Viena, 1938. Tras la conocida como Noche de los Cristales Rotos, el padre de la familia Adler resulta herido en los disturbios, mientras su esposa y el pequeño Samuel se refugian con un vecino. Días más tarde, el pequeño se embarca a Londres con un grupo de niños que huyen del Austria nazi para ser acogidos en Gran Bretaña, en medio de la incertidumbre por su futuro y el de su familia, acompañado solamente por una pequeña maleta y su violín. Por otro lado, en 2020, una mujer y su hija pequeña huyen de El Salvador y entran ilegalmente en Estados Unidos, donde son separadas, llevando a la madre a un campo de internamiento, y a la niña a un orfanato. Las historias de los dos personajes se entrecruzarán con el paso del tiempo.
Autora: Isabel ALLENDE – Editorial: PLAZA & JANÉS. Barcelona, 2023 – Páginas: 352 – Género: Costumbrista – Público: Adultos
No soy especialmente entusiasta de Isabel Allende (Lima, 1942), sobre todo porque esta escritora superventas, muy laureada y veterana, es una mujer manifiestamente de izquierda y eso se le nota demasiado en sus libros. Además, para muchos críticos tiene dos graves defectos: relata solamente una época histórica muy concreta y un mundo muy concreto (la Hispanoamérica más pobre), y sus libros son muy parecidos unos a otros. Yo he leído los dos últimos, Violeta, del que ya he hablado, y éste último. Que tengo que reconocer que me ha gustado mucho más. Aunque se le sigue viendo el plumero a la señora (afincada, por cierto, en esos Estados Unidos que tanto critica).
La novela tiene dos comienzos: uno primero, en la Viena recién conquistada por los nazis. Una familia judía se ve atacada, como tantas, en la llamada Noche de los Cristales Rotos, del 9 al 10 de noviembre de 1938, cuando las juventudes hitlerianas y otros cuerpos similares atacaron a viviendas y comercios judíos, con el visto bueno de las autoridades. Como consecuencia de ello los judíos han de huir de Viena o serán condenados a campos de concentración. La familia Adler consigue trasladar al hijo, Benjamin, de seis años, a Londres, junto a otros niños refugiados. Una penosa travesía para el niño hasta que, casi adolescente, es adoptado por un amable matrimonio de cuáqueros.
El segundo comienzo se sitúa a finales de 2019. Una joven viuda y su hija de siete años, procedentes de El Salvador, han entrado ilegalmente en Estados Unidos.
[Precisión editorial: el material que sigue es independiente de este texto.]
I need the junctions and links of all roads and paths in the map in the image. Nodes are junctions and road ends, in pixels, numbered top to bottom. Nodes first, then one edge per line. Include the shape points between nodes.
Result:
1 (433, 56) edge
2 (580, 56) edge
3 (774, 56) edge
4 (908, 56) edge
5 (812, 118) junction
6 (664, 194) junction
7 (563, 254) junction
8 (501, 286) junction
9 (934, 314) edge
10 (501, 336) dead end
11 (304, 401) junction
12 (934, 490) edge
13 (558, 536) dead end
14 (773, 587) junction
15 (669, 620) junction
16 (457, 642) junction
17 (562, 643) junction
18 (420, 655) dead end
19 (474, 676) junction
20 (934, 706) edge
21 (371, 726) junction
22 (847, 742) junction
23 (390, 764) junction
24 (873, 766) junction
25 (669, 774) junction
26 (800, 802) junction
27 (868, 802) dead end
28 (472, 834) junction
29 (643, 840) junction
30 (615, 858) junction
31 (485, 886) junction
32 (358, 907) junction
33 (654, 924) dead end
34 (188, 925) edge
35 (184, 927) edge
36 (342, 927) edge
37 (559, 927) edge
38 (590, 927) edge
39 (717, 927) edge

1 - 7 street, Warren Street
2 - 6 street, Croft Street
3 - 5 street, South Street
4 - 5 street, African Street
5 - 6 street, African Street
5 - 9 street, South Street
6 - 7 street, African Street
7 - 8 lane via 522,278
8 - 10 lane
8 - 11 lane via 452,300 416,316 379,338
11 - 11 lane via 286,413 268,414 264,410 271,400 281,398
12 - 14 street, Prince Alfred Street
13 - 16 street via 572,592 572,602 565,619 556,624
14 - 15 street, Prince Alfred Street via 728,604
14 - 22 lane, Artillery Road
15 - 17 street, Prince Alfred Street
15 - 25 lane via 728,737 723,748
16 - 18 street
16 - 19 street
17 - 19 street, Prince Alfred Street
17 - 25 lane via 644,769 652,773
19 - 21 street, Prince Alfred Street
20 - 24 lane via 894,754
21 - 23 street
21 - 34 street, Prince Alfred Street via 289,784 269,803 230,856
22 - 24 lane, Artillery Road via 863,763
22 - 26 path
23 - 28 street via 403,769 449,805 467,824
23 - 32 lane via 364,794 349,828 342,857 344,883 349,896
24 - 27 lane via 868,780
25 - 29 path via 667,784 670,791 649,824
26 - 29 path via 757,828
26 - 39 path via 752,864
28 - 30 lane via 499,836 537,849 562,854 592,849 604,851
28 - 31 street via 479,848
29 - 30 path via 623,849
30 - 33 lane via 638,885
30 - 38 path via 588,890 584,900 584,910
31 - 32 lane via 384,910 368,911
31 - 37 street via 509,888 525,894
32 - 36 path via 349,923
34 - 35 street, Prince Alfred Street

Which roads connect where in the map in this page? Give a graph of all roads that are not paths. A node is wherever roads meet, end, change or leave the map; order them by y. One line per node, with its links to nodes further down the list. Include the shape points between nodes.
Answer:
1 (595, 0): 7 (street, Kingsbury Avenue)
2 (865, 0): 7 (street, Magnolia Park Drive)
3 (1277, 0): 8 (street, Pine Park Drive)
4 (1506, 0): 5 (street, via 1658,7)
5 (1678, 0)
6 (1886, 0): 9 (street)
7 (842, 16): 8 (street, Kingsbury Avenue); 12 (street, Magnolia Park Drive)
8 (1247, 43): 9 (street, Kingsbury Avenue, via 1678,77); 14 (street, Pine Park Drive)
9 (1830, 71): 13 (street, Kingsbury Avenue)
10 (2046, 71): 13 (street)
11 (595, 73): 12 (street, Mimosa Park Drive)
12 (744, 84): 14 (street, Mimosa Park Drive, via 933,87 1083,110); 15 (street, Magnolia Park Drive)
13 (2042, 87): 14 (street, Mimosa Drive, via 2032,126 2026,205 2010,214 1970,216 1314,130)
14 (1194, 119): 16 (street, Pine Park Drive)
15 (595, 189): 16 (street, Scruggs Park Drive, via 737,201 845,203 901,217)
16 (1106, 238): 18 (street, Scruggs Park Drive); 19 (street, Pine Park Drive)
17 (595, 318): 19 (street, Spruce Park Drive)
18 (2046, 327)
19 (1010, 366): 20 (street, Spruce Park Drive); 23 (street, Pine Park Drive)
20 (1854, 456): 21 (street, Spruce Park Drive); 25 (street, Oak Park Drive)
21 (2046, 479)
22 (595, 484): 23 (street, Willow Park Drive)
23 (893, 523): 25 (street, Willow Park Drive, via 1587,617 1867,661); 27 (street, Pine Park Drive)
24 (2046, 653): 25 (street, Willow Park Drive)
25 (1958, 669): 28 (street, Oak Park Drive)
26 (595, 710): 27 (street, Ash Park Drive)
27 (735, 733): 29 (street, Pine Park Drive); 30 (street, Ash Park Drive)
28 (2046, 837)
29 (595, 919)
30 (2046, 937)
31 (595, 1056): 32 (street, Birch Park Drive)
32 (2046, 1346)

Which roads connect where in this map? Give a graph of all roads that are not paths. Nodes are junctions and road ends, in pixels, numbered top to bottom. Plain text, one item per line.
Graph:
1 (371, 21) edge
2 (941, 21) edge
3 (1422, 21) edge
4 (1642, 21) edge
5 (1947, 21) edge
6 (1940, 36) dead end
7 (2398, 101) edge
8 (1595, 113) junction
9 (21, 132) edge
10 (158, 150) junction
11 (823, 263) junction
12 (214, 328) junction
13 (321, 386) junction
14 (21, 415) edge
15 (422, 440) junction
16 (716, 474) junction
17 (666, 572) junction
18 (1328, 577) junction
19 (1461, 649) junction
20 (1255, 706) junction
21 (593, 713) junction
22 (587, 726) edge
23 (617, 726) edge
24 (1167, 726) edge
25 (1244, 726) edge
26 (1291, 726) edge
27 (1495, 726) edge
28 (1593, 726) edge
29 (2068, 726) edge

La madre es detenida para ser deportada, y la hija queda ingresada en una residencia para niños de padres deportados. Anita tiene siete años, es ciega, y tiene una gran imaginación e inteligencia. Una joven voluntaria y un abogado de Boston se comprometen a dar con su madre y reunir a la familia.
Con diferentes saltos temporales en los distintos capítulos, la novela avanza a buen ritmo, hasta que en el último tercio las historias se entrelazan. Entre medias vamos conociendo una historia de sacrificio: primero y principalmente, el que hacen los padres por el bien de los hijos; y el que hacen tantas personas buenas por ayudar al que tienen al lado. También, varias historias de redención: hacer algo por los demás para dar sentido a la vida, apoyar al que más lo necesita sin pensar en las necesidades propias, como fuente de la verdadera felicidad. Solidaridad, trabajando en asuntos que dan menos dinero, pero por el bien de los demás. Las historias de los diferentes personajes que pueblan la novela, de los que enseguida te haces amigo, son ejemplares en eso. El anciano Samuel, su ama de llaves Leticia, Frank y Selena, son personajes positivos que lees con una sonrisa. Igual que la encantadora Anita o Tita Edu, su abuela salvadoreña.
La novela merece mucho la pena. A ver, es Isabel Allende: su crítica subliminal a Trump o a Bukele (sin citarlos) está presente, así como su estropeada visión del matrimonio (en la novela hay una relación abierta – por voluntad de la esposa empoderada – y otra sin compromiso también por voluntad de la mujer feminista). Pero sabiendo lo que lees, creo que es estimulante y positiva, y con buenos valores.